At the same time, the downstream literature identifies several limitations. Feature schemas are often incompletely enumerated; one paper explicitly states that the full feature list is not provided (Uddin et al., 14 Aug 2025). Exact class prevalences are not always reported, even when binary metrics are near-perfect (Yacoubi et al., 10 Sep 2025). Licensing, file layout, and documentation details are frequently deferred to the CIC portal rather than specified in the experimental papers (Yacoubi et al., 10 Sep 2025, Rehman et al., 11 Mar 2026, Gueriani et al., 6 Apr 2026). One explainability study explicitly warns that extremely high aggregate metrics warrant checks for temporal leakage, duplicated flows, or overlapping sessions across train and test splits (Yacoubi et al., 10 Sep 2025).

A second interpretive issue is the plurality of study-specific dataset variants. Reported representations span 45, 46, and 83 features; some studies use the full family hierarchy, others cap samples per class, and one uses a six-class subset containing MITM, which is not part of the five-family taxonomy reported elsewhere (Rehman et al., 11 Mar 2026, Yacoubi et al., 10 Sep 2025, Gueriani et al., 6 Apr 2026). This suggests that reproducibility on CICIoMT2024 depends heavily on reporting the exact cleaned export, feature pipeline, and label consolidation strategy.
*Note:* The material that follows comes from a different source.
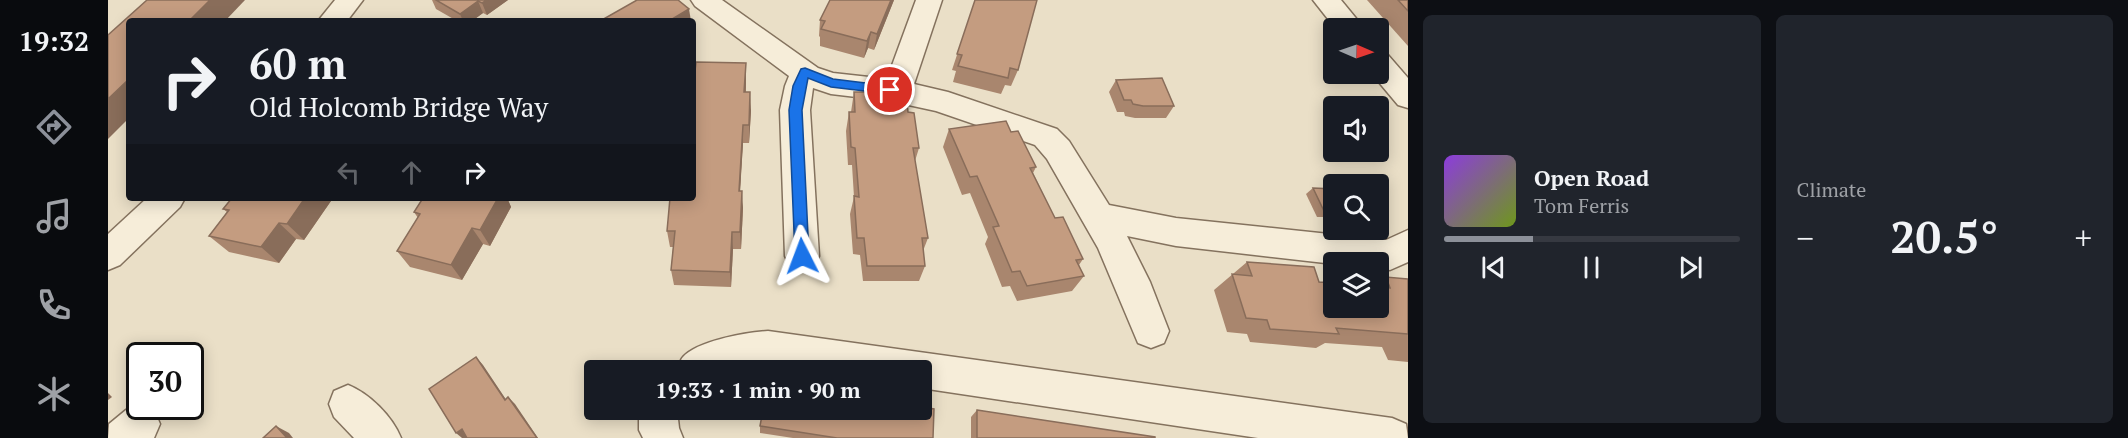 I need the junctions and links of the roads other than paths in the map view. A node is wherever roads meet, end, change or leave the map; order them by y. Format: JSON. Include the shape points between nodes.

For research practice, the published record points to a consistent set of priorities: document imbalance handling, preserve stratification or time awareness in splits, report per-class behavior rather than only aggregate accuracy, and specify whether evaluation targets known-attack classification, zero-day novelty detection, or evolving-threat adaptation. Within those constraints, CICIoMT2024 has become a reference dataset for IoMT IDS research because it supports all three regimes within a single healthcare-centered, multi-protocol benchmark (Uddin et al., 14 Aug 2025, Yacoubi et al., 10 Sep 2025, Rehman et al., 11 Mar 2026).